In the absence of a solid evidence base, how should one decide between prescribing continuous or intermittent therapy? The basic indications for delivering renal support remain unchanged (Box 18.3) and range from the most frequent request for fluid balance to more esoteric requirements such as toxin removal. Common considerations in choosing to apply intermittent or continuous support are listed in Table 18.3, being mindful of numerous relative advantages and disadvantages of each (see Table 18.5).
Continuous Hemodialysis Versus Continuous Hemofiltration
The influence of the dialysate rate on dialyzer clearance is depicted in Figure 18.7. The higher the rate, the more effective the urea clearance, until one reaches a rate approximating the effective plasma flow of the system. The stability of continuous therapies lies in their low rates of exchange over a longer period. The increase in clearance rates must be balanced against the desire to provide stable therapy. If one desires a high rate of removal in a short time, then an intermittent therapy should be employed.
Figure 18.7 depicts an approach to determining the modality of cRRT based on the patient presentation.
Prescription Variables
Prescribed Versus Delivered Dose
It is recommended that the prescription of dialysis should exceed that which is calculated to be adequate because there is a difference between what is prescribed and what is actually delivered. In a number of cases the delivered dose of dialysis is much smaller than what is prescribed.18,19 This can be due to interruptions in treatment due to hemodynamic instability, patient testing, circuit clotting, access recirculation, or other reasons why a patient may need to be disconnected from a machine.
Technical Considerations
Circuits and Material
Access
Several venous catheters are available; the double-lumen design is the most popular because of ease of insertion and good flow characteristics (Figs. 18.8 and 18.9).20 Catheter failure, either from poor flow or clotting, is the most common cause of therapy underdelivery.21 System clotting and resistance to blood flow are some of the most frequent manifestations of catheter failure.

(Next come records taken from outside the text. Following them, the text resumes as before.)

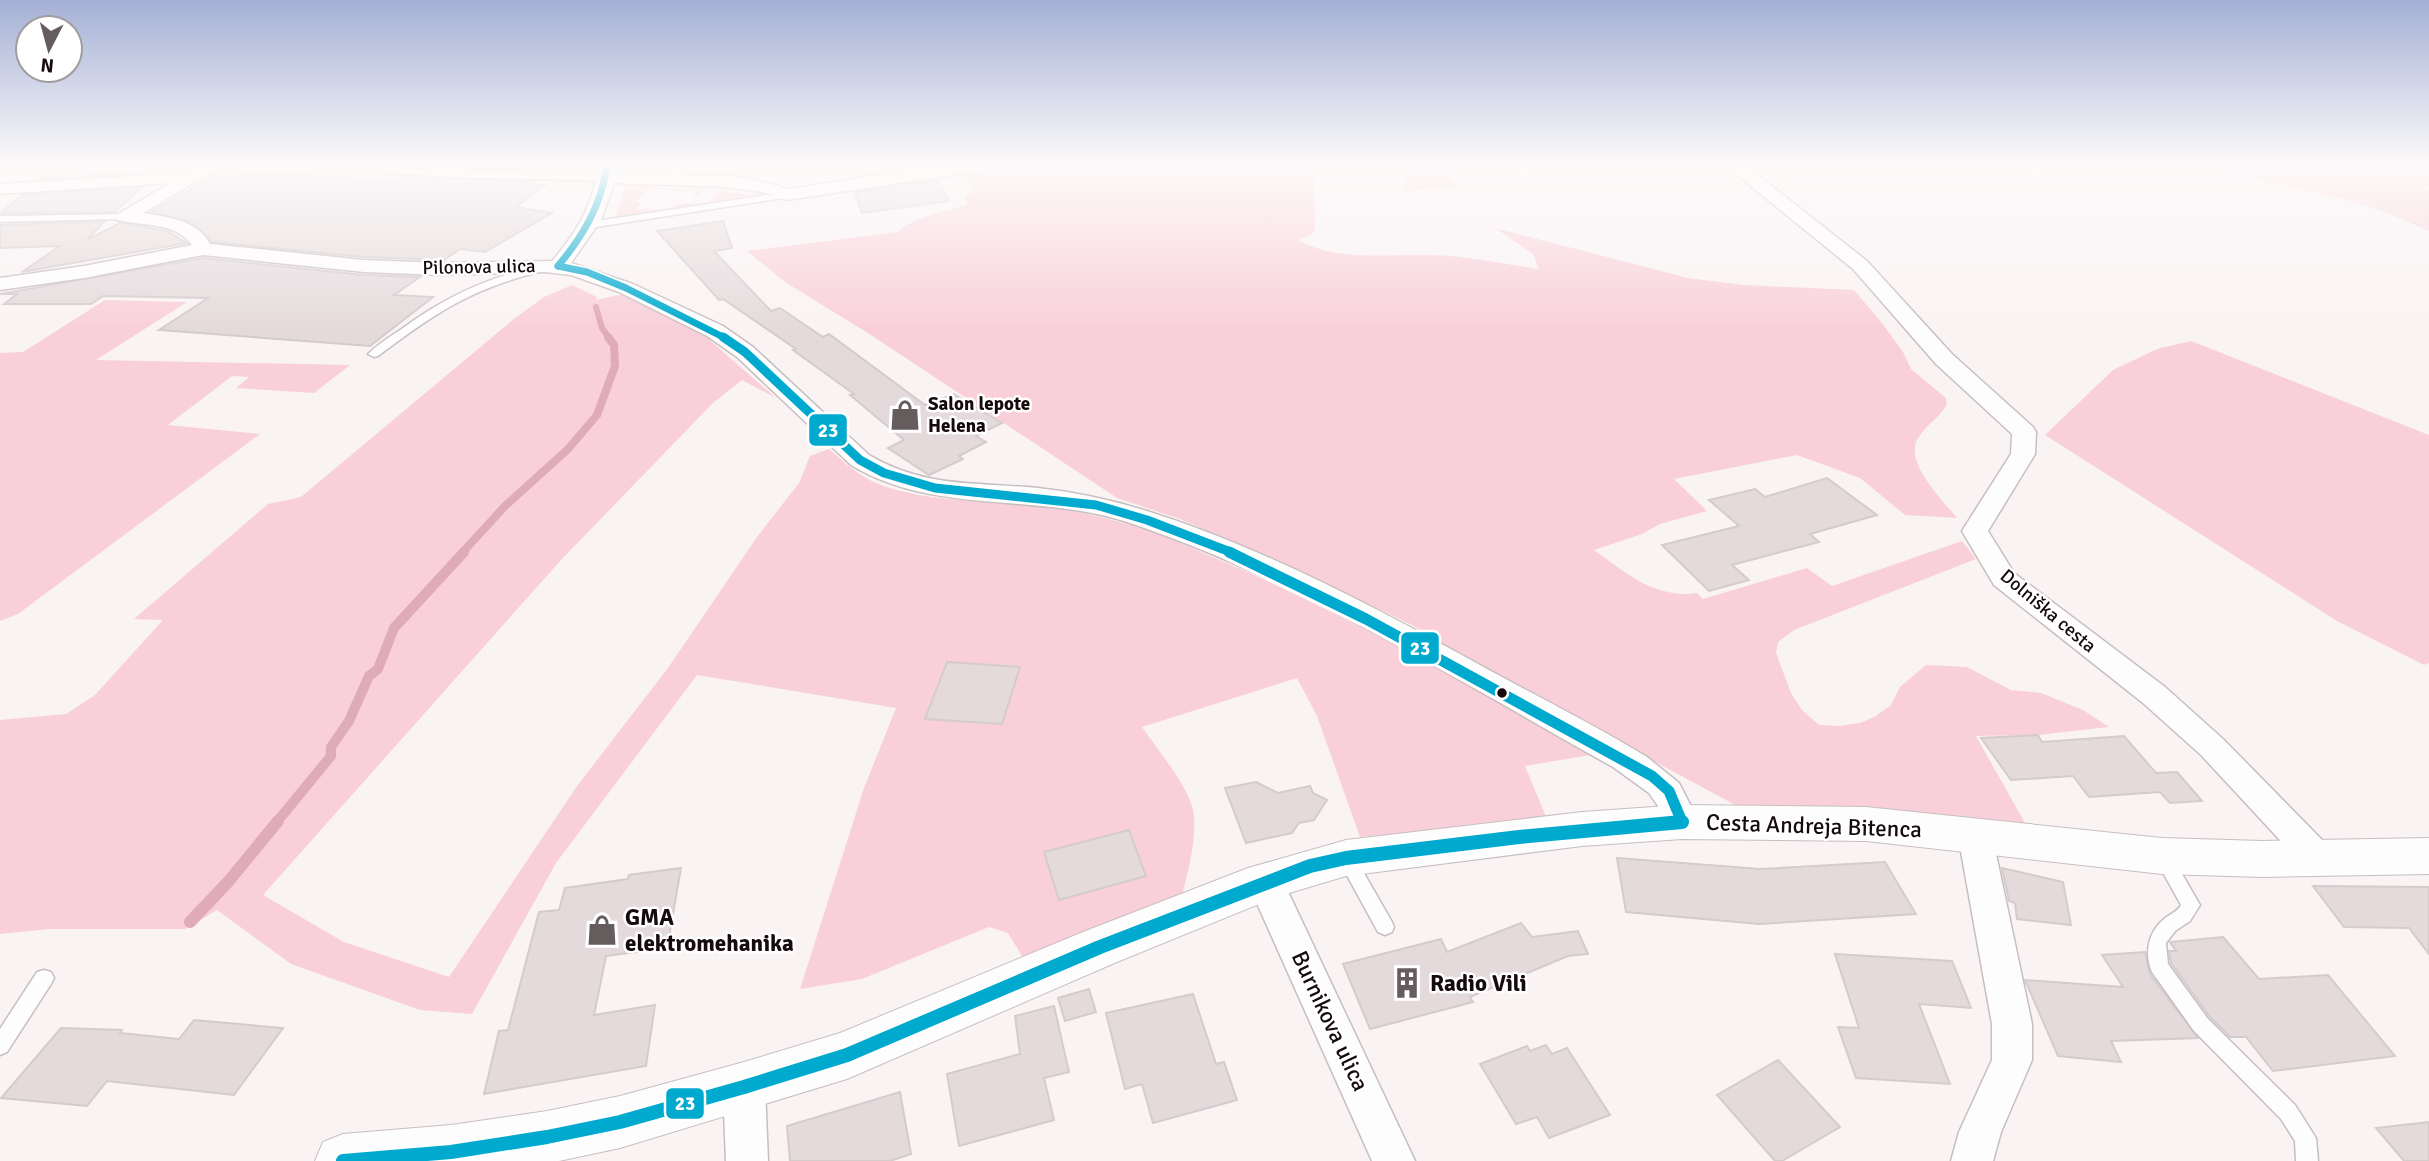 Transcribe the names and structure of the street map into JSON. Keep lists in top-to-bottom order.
{
  "streets": {
    "street": [
      "Pilonova ulica",
      "Dolniška cesta",
      "Cesta Andreja Bitenca",
      "Burnikova ulica"
    ]
  },
  "crossings": [
    ["Pilonova ulica", "Cesta Andreja Bitenca"],
    ["Dolniška cesta", "Cesta Andreja Bitenca"],
    ["Cesta Andreja Bitenca", "Burnikova ulica"]
  ],
  "places": {
    "shop": ["Salon lepote Helena", "GMA elektromehanika"],
    "building": ["Radio Vili"]
  },
  "lines": ["transit line 23"],
  "north": "bottom"
} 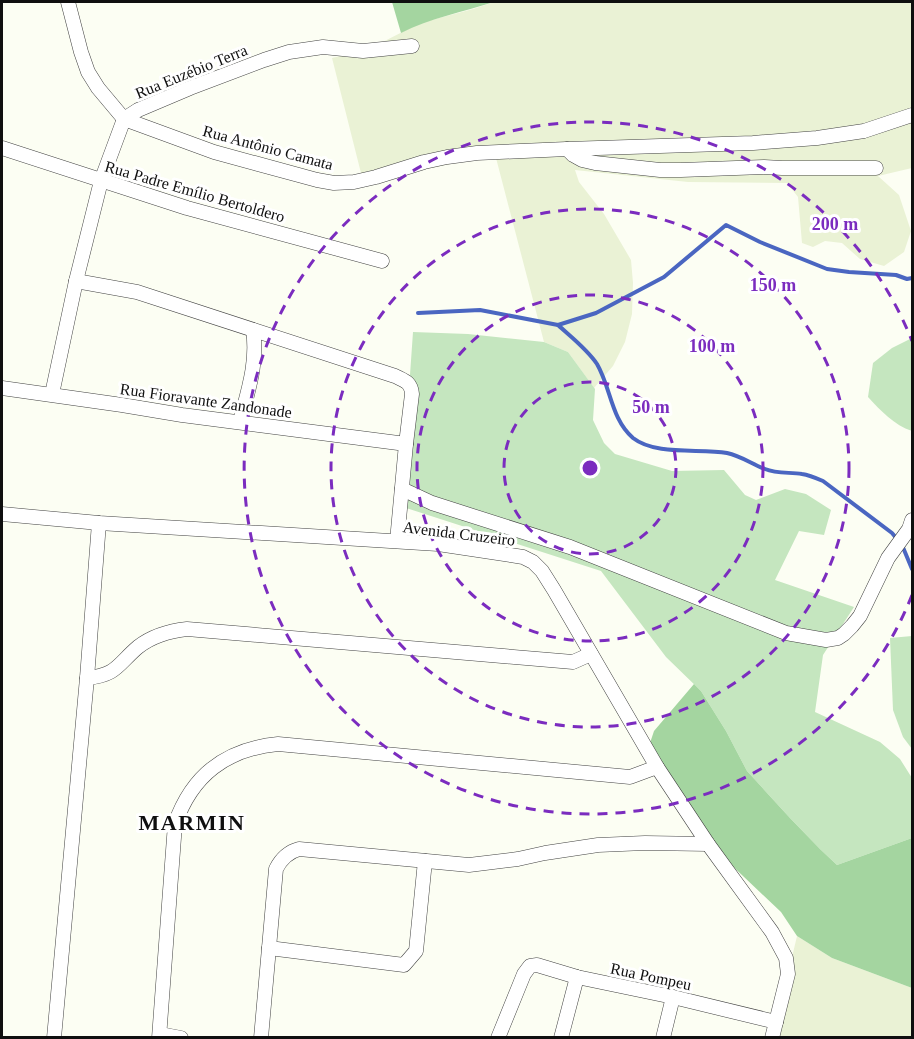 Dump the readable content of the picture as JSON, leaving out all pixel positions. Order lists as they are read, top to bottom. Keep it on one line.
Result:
{"streets":{"street":["Rua Euzébio Terra","Rua Antônio Camata","Rua Padre Emílio Bertoldero","Rua Fioravante Zandonade","Avenida Cruzeiro","Rua Pompeu"]},"crossings":[["Rua Euzébio Terra","Rua Antônio Camata"],["Rua Euzébio Terra","Rua Padre Emílio Bertoldero"],["Rua Euzébio Terra","Rua Fioravante Zandonade"],["Avenida Cruzeiro","Rua Pompeu"]],"districts":["MARMIN"],"rings":["200 m","150 m","100 m","50 m"]}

The most common sites for dialysis catheter placement are the femoral and internal jugular approaches. Femoral access requires the patient to remain in bed with no more than a 30-degree bend between trunk and leg.22 The internal jugular and subclavian approaches allow for mobilization, but carry with them the risk of pneumothorax or other intrathoracic trauma during placement. Femoral catheters shorter than 20 cm from hub to tip are associated with higher degrees of access recirculation. Catheters at least 24 cm in length may produce improved flow rates, presumably because their tip reaches the inferior vena cava.23 Use of the subclavian vein also includes the long-term risk of subclavian venous stenosis with repeated access and should be avoided. If a patient is to require an AV fistula in the future for end-stage renal disease, subclavian stenosis will delay maturation of the AV fistula placed on the same side.
Fluids
Solutions of fluid take the form of either dialysate or replacement fluid. When hemofiltration is performed, replacement fluid composition dictates the resultant concentration of electrolytes. Similarly, knowing the composition of dialysate is important to determine to what equilibrium the electrolytes will settle. The sieving coefficients for relevant electrolytes and blood components are listed in Figure 18.6. Elements with a negative charge that are small enough to cross the membrane do so at greater than unity. This apparent active transport is actually accomplished through a dynamic process similar to the Gibbs-Donnan effect seen in stagnant fluid balance. Because negatively charged proteins are unable to cross the membrane, chloride and bicarbonate move against a concentration gradient to maintain electrical neutrality. The exaggerated loss of these elements must be reflected in the replacement solution used.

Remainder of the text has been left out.